Jumbo frame Question

Matthew Petach mpetach at netflight.com
Fri Nov 26 01:06:21 UTC 2010


On Thu, Nov 25, 2010 at 4:26 PM, Kevin Oberman <oberman at es.net> wrote:
>> From: Harris Hui <harris.hui at hk1.ibm.com>
>> Date: Fri, 26 Nov 2010 08:13:57 +0800
>>
>> Hi
>>
>> Does anyone have experience on design / implementing the Jumbo frame
>> enabled network?
>>
>> I am working on a project to better utilize a fiber link across east coast
>> and west coast with the Juniper devices.
>>
>> Based on the default TCP windows in Linux / Windows and the latency between
>> east coast and west coast (~80ms) and the default MTU size 1500, the
>> maximum throughput of a single TCP session is around ~3Mbps but it is too
>> slow for us to backing-up the huge amount of data across 2 sites.
>>
>> The following is the topology that we are using right now.
>>
>> Host A NIC (MTU 9000) <--- GigLAN ---> (MTU 9216) Juniper EX4200 (MTU 9216)
>> <---GigLAN ---> (MTU 9018) J-6350 cluster A (MTU 9018) <--- fiber link
>> across site ---> (MTU 9018) J-6350 cluster B (MTU 9018) <--- GigLAN --->
>> (MTU 9216) Juniper EX4200 (MTU 9216) <---GigLAN ---> (MTU 9000) NIC - Host
>> B
>>
>> I was trying to test the connectivity from Host A to the J-6350 cluster A
>> by using ICMP-Ping with size 8000 and DF bit set but it was failed to ping.
>>
>> Does anyone have experience on it? please advise.
>>
>> Thanks :-)
>
> MTU is only one issue.

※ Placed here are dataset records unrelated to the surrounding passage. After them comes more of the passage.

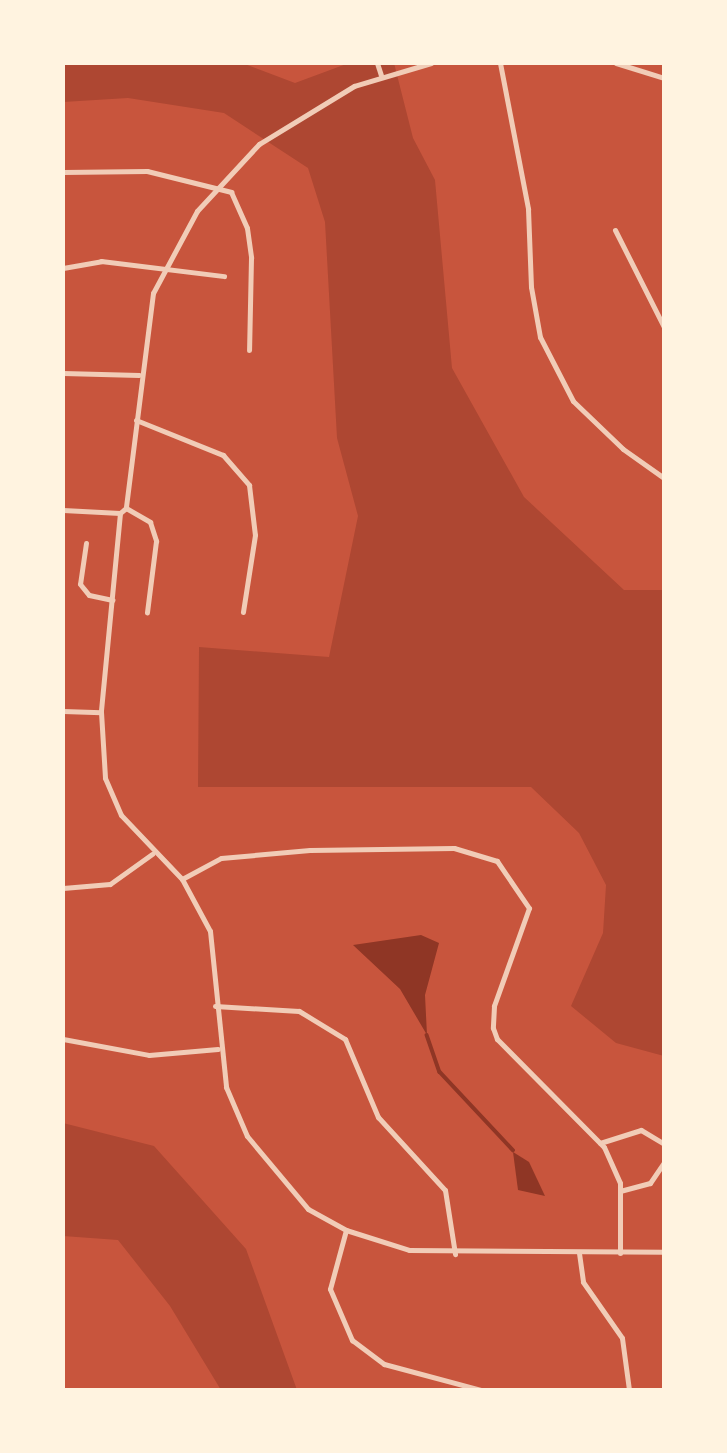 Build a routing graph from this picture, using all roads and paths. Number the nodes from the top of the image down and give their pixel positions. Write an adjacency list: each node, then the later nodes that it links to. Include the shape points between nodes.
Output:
1 (377, 63): 5 (street)
2 (431, 63): 5 (street)
3 (500, 63): 18 (street, via 528,209 530,286 541,337 573,401 623,449)
4 (616, 63): 6 (street)
5 (381, 75): 8 (street, via 291,120 246,155)
6 (664, 78)
7 (63, 172): 8 (street, via 147,171)
8 (215, 190): 11 (street); 14 (street, via 231,192 247,228)
9 (615, 230): 13 (street)
10 (63, 268): 11 (street, via 101,261)
11 (164, 270): 12 (street); 16 (street, via 146,317)
12 (224, 276)
13 (664, 327)
14 (249, 350)
15 (63, 373): 16 (street)
16 (139, 375): 17 (street)
17 (136, 420): 19 (street); 25 (street, via 223,454 249,485 255,535)
18 (664, 478)
19 (126, 508): 21 (street); 24 (street, via 150,522 156,541)
20 (63, 510): 21 (street)
21 (120, 513): 23 (street)
22 (86, 543): 23 (street, via 80,584 89,595)
23 (111, 600): 27 (street)
24 (147, 612)
25 (243, 612)
26 (63, 712): 27 (street)
27 (101, 712): 28 (street, via 105,778 121,816)
28 (152, 854): 29 (street); 30 (street, via 110,884)
29 (182, 879): 31 (street, via 210,931); 34 (street, via 221,858 310,850 454,848 493,858 516,880 529,908 494,1006 497,1040)
30 (63, 888)
31 (215, 1006): 33 (street); 42 (street, via 299,1011 345,1039 378,1118 445,1190)
32 (63, 1039): 33 (street, via 149,1055)
33 (218, 1049): 38 (street, via 236,1112 269,1169 308,1209)
34 (600, 1143): 35 (street, via 641,1130); 37 (street)
35 (664, 1144)
36 (664, 1162): 37 (street, via 650,1183)
37 (620, 1191): 41 (street)
38 (346, 1230): 42 (street, via 410,1250); 43 (street, via 330,1289 352,1340 384,1364)
39 (664, 1252): 41 (street)
40 (579, 1253): 41 (street); 42 (street); 44 (street, via 583,1282 622,1338)
41 (620, 1253)
42 (455, 1254)
43 (481, 1390)
44 (629, 1390)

System tuning and a clean path are also
> critical. Getting good data streams between two systems that far apart
> is not easy, but with reasonable effort you can get 300 to 400 Mbps.
>
> If an 8000 byte ping fails, that says that SOMETHING is not jumbo
> enabled, but it's hard to tell what. This assumes that no firewall or
> other device is blocking ICMP, but I assume that 1400 byte pings
> work. Try hop-by-hop tests.
>
> I should also mention that some DWDM gear needs to be configured to
> handle jumbos. We've been bitten by that. You tend to assume that layer
> 1 gear won't care about layer 2 issues, but the input is an Ethernet
> interface.
>
> Finally, host tuning is critical. You talk about "default" window size",
> but modern stack auto-tune window size. For lots of information on
> tuning and congestion management, see http://fasterdata.es.net. We move
> terabytes of data between CERN and the US and have to make sure that the
> 10GE links run at close to capacity and streams of more than a Gbps will
> work. (It's not easy.)
> --
> R. Kevin Oberman, Network Engineer
> Energy Sciences Network (ESnet)
> Ernest O. Lawrence Berkeley National Laboratory (Berkeley Lab)
> E-mail: oberman at es.net                  Phone: +1 510 486-8634
> Key fingerprint:059B 2DDF 031C 9BA3 14A4  EADA 927D EBB3 987B 3751

We move hundreds of TB around from one side of the planet to the
other on a regular basis.  Kevin's link has some really good resources
listed on it.  I can't stress enough the requirement for doing BOTH
OS-level kernel tuning (make sure that RFC1323 extensions are
enabled, make sure you have big enough maximum send and receive
buffers; if you OS does auto-tuning, make sure the maximum parameters
set are big enough to support all the data you'll want to have in flight at
any one time) AND application level adjustments.  One of the biggest
stumbling blocks we run across is people who have done their OS tuning,
but then try to use stock SSH/SCP for moving files around.  It doesn't
matter how much tuning you do in the OS if your application only has
a 1MB or 64KB buffer for data handling, you just won't get the throughput
you're looking for.

But with proper OS and application layer tuning, you can move a lot of
data even over stock 1500 byte frames; don't be distracted by jumboframes,
it's a red herring when it comes to actually moving large volumes of data
around.  (yes, yes, it's not completely irrelevant, for the pedants in the
audience--but it's not required by any means).